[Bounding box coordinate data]

-*-*-

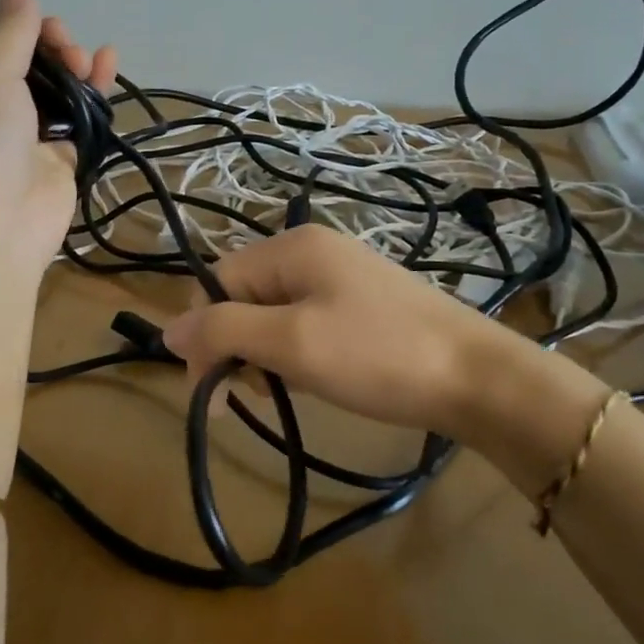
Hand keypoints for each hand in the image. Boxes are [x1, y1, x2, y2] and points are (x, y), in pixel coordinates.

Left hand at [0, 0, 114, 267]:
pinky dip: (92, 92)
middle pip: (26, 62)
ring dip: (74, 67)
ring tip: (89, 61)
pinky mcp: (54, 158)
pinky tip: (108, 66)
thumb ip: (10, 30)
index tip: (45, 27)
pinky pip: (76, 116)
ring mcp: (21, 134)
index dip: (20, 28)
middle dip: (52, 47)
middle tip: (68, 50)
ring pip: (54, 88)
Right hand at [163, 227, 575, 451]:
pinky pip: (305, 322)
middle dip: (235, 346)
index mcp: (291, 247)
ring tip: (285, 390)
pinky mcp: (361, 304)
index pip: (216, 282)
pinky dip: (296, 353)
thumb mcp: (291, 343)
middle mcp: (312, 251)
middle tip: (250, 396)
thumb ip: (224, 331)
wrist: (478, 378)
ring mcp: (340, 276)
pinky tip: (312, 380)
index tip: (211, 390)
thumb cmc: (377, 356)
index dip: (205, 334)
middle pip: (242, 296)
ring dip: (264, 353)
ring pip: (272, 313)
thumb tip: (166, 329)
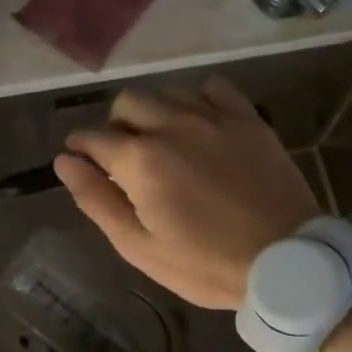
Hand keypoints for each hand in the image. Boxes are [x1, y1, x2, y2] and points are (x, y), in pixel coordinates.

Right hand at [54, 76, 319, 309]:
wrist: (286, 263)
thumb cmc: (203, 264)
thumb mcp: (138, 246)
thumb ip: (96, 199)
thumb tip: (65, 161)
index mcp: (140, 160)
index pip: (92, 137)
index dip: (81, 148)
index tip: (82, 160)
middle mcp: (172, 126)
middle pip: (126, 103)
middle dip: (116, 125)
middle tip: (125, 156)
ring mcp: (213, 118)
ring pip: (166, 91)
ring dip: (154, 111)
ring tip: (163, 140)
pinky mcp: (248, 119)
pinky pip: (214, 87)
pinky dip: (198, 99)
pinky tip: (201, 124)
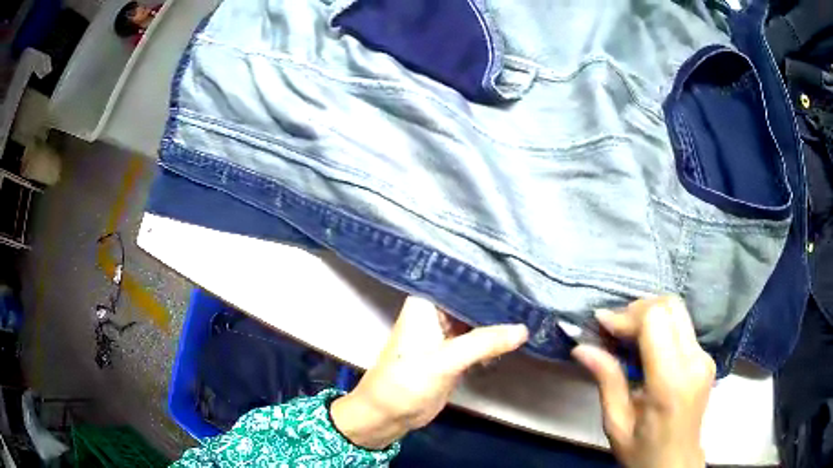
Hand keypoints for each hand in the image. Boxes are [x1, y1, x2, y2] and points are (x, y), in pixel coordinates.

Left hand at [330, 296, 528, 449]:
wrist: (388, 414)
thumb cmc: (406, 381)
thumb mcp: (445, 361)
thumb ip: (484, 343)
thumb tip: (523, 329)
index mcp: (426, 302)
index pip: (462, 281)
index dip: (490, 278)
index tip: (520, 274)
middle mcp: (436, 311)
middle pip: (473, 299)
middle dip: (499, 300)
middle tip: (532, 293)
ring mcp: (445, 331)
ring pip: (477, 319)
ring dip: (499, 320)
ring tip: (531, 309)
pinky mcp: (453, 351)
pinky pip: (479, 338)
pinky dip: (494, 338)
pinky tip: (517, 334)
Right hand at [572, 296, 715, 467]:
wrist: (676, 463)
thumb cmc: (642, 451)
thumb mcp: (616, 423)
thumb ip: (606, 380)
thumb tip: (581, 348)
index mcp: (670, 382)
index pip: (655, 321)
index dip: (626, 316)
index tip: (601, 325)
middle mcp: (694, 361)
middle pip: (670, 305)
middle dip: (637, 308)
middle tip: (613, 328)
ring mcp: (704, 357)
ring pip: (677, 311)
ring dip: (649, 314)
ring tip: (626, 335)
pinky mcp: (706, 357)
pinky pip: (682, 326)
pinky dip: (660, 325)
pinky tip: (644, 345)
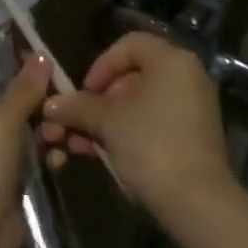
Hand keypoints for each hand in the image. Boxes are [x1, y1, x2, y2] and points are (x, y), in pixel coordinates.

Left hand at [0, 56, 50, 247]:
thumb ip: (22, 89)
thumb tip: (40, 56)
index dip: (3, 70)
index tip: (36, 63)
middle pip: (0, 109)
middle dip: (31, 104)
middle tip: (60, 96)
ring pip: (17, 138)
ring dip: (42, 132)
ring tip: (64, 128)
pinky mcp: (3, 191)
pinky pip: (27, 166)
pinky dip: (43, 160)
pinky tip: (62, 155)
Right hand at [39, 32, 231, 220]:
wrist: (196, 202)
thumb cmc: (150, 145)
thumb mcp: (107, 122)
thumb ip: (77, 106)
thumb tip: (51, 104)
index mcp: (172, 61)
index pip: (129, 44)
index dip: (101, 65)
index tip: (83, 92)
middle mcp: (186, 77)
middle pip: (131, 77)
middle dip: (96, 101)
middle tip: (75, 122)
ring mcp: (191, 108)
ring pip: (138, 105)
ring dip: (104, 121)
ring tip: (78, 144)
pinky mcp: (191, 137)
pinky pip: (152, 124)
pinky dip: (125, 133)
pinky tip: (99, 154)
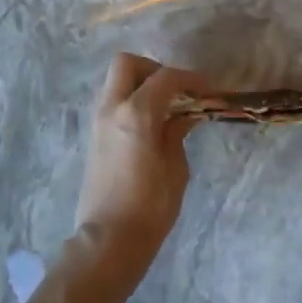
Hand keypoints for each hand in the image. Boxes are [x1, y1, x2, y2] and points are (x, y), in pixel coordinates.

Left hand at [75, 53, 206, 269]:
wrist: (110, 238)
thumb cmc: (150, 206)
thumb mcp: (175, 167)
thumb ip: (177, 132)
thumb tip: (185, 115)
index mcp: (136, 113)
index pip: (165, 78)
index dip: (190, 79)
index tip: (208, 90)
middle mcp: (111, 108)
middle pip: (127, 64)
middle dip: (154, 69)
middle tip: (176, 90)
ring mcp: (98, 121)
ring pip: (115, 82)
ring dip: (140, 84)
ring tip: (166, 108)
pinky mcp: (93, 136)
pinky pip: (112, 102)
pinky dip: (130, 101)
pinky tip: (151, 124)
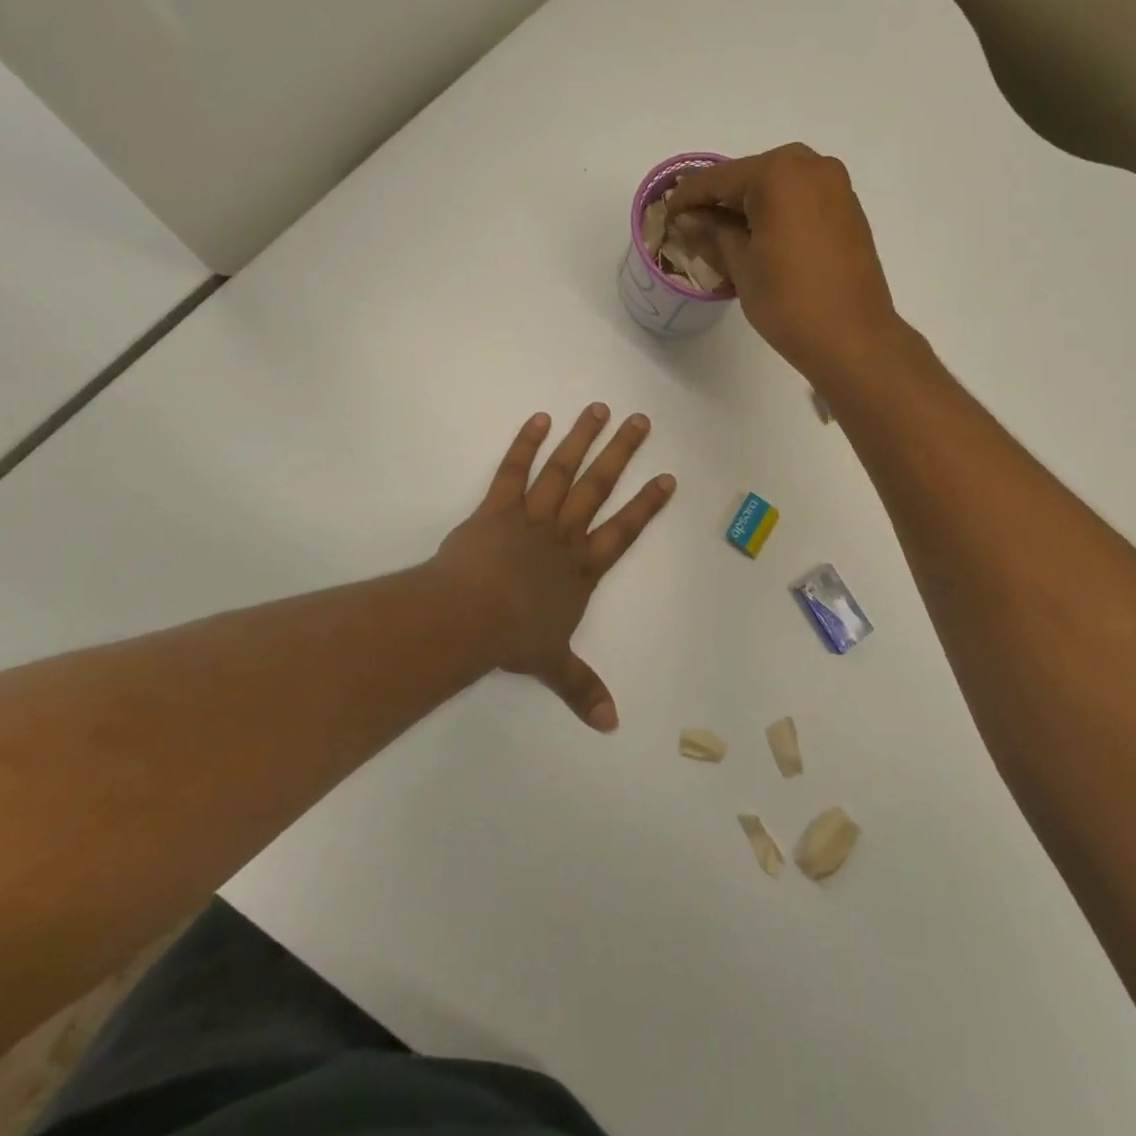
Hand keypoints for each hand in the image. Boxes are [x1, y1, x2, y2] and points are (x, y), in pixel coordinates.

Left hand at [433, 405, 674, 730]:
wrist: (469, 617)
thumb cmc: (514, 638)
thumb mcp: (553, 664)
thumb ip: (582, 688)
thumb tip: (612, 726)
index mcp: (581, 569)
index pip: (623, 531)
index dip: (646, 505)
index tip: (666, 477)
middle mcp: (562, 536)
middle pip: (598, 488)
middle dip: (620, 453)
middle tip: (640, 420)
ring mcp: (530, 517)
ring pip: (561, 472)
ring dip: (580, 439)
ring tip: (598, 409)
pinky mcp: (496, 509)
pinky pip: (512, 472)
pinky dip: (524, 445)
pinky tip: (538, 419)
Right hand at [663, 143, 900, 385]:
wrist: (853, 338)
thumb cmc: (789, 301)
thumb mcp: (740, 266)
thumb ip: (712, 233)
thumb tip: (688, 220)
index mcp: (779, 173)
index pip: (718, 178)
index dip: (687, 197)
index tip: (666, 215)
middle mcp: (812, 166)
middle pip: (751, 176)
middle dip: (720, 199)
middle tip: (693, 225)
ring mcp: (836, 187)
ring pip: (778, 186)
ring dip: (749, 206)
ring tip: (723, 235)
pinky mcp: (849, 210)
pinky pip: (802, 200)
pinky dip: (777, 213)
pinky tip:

-*-*-

* _EXERCISE OBJECTIVE_: If the word "Left" appears in a line above, copy that line.

* _ANSWER SPACE_:
Left hand at [0, 0, 114, 267]:
Left hand at [330, 296, 528, 449]:
Left hand at [0, 56, 50, 247]:
Left hand at [75, 53, 206, 269]:
Left hand at [433, 405, 674, 730]:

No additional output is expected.